If one studies this enough (and if it doesn't damage your brain first),
you can conclude that its in essense saying that it is processor
dependent whether or not copy-in/copy-out occurs in this case, but
it says it just in terms of association just in case association
does something "strange" (see point 1 for picky distinctions).
3. I abhor that particular part of the standard (the infamous interp 125).
Its all but impossible to remember all the complicated conditions.
I'd have preferred a far simpler set of rules that one could actually
remember. This would have made the rules more conservative, in that
they would disallow some particular cases that ought to be workable.
But I lost out to the crowd that wanted to precisely specify the
exact cases that turn out to be naturally implementable with maximum
performance; this makes the specification pretty messy. My personal
rule is much simpler - don't do anything particularly close to that
and you won't have to worry about all the quirks.
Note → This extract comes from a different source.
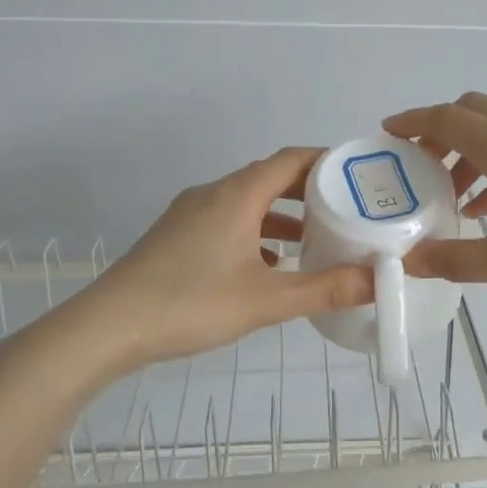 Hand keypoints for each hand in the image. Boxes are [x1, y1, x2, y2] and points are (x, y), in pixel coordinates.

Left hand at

I assure you that *I* didn't remember all the conditions mentioned in
the above quote (much less all the other combinations of conditions
mentioned in the surrounding text). In fact, my first reaction was
that it was likely a compiler bug and that the TARGET attribute
should have essentially forced the compiler to not do the copy
(it just wouldn't surprise me to find compilers that didn't get all
these complicated conditions right). But on about my 3rd careful
reading, I concluded that this case falls into the above particular
conditions where its stated to be processor-dependent.
--
Richard Maine
maine@altair.dfrc.nasa.gov
From: corbett@lupa.Sun.COM (Robert Corbett)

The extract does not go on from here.